### Listed records

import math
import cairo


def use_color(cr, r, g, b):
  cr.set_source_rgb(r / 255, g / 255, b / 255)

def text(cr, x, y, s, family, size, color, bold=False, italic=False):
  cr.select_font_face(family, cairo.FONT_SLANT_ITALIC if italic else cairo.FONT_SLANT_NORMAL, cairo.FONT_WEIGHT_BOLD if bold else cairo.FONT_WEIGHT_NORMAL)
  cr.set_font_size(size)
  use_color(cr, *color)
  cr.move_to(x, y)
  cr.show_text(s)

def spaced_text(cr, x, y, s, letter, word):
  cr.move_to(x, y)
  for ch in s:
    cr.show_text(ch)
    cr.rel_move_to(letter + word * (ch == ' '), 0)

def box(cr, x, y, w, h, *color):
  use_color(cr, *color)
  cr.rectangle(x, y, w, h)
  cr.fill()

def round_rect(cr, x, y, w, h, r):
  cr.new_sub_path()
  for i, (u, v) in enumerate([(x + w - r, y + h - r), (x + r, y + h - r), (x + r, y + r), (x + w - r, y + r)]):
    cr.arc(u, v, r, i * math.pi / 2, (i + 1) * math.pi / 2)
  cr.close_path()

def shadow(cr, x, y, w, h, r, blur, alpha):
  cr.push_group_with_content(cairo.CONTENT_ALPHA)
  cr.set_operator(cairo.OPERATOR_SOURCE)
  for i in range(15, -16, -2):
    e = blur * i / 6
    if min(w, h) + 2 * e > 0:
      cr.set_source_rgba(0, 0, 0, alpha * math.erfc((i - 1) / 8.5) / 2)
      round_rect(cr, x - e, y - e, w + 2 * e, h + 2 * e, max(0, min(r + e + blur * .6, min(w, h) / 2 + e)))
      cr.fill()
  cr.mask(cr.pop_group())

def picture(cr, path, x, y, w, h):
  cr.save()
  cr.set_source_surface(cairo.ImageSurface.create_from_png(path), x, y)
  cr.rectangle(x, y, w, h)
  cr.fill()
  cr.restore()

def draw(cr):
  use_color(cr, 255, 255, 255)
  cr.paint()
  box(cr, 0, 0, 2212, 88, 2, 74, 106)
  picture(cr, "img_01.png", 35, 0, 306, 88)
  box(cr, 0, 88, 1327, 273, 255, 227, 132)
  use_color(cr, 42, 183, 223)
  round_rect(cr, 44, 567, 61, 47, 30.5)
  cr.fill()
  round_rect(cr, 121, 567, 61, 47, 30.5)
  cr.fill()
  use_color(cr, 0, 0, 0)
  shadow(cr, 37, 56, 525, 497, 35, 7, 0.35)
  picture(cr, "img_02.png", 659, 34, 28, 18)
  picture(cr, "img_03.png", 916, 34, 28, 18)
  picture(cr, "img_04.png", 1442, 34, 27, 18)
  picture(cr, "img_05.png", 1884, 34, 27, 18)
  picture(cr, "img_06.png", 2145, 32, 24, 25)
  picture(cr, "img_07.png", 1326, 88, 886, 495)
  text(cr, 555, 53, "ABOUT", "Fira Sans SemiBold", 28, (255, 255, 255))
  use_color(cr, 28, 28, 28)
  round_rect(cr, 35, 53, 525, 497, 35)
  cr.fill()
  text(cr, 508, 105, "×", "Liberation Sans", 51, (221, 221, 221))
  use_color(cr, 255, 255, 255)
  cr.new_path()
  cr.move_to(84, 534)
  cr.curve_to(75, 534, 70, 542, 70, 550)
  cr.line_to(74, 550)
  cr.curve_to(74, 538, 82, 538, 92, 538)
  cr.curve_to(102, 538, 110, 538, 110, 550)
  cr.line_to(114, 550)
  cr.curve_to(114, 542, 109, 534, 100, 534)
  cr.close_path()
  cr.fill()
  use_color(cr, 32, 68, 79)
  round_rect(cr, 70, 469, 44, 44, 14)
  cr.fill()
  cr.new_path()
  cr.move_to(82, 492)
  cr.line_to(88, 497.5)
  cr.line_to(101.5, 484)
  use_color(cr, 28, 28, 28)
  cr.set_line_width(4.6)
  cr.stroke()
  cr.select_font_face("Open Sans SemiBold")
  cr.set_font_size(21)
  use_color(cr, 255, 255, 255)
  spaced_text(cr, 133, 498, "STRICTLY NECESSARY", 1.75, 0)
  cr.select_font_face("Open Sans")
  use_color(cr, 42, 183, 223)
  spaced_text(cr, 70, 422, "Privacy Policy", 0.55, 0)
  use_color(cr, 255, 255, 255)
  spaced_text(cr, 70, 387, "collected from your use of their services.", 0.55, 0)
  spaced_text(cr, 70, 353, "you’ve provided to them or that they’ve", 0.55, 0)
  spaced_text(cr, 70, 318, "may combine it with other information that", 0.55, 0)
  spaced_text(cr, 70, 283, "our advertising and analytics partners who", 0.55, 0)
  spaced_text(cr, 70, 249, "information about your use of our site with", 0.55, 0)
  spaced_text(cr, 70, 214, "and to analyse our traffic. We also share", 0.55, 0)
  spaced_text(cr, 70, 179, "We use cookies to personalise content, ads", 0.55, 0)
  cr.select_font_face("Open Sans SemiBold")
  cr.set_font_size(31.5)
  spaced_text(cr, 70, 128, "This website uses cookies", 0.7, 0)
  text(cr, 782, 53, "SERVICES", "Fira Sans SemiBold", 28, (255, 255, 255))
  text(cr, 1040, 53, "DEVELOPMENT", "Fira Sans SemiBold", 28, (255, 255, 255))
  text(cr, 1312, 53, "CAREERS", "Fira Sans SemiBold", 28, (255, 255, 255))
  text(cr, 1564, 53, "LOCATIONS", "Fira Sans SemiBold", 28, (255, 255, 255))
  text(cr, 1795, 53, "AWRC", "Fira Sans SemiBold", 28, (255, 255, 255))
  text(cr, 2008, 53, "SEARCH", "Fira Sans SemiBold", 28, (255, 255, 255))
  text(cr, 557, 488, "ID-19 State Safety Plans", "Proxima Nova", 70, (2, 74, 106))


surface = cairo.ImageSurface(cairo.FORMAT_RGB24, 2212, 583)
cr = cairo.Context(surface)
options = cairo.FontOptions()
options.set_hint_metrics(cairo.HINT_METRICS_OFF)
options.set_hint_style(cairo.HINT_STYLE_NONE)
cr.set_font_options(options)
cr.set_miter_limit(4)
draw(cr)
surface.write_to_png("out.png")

######

> _Task instructions_
What you return should be the lines from the beginning of the records through the one that contains "cr.set_font_size(size)", repeated exactly and with no additions.

> _Task result_
import math
import cairo


def use_color(cr, r, g, b):
  cr.set_source_rgb(r / 255, g / 255, b / 255)

def text(cr, x, y, s, family, size, color, bold=False, italic=False):
  cr.select_font_face(family, cairo.FONT_SLANT_ITALIC if italic else cairo.FONT_SLANT_NORMAL, cairo.FONT_WEIGHT_BOLD if bold else cairo.FONT_WEIGHT_NORMAL)
  cr.set_font_size(size)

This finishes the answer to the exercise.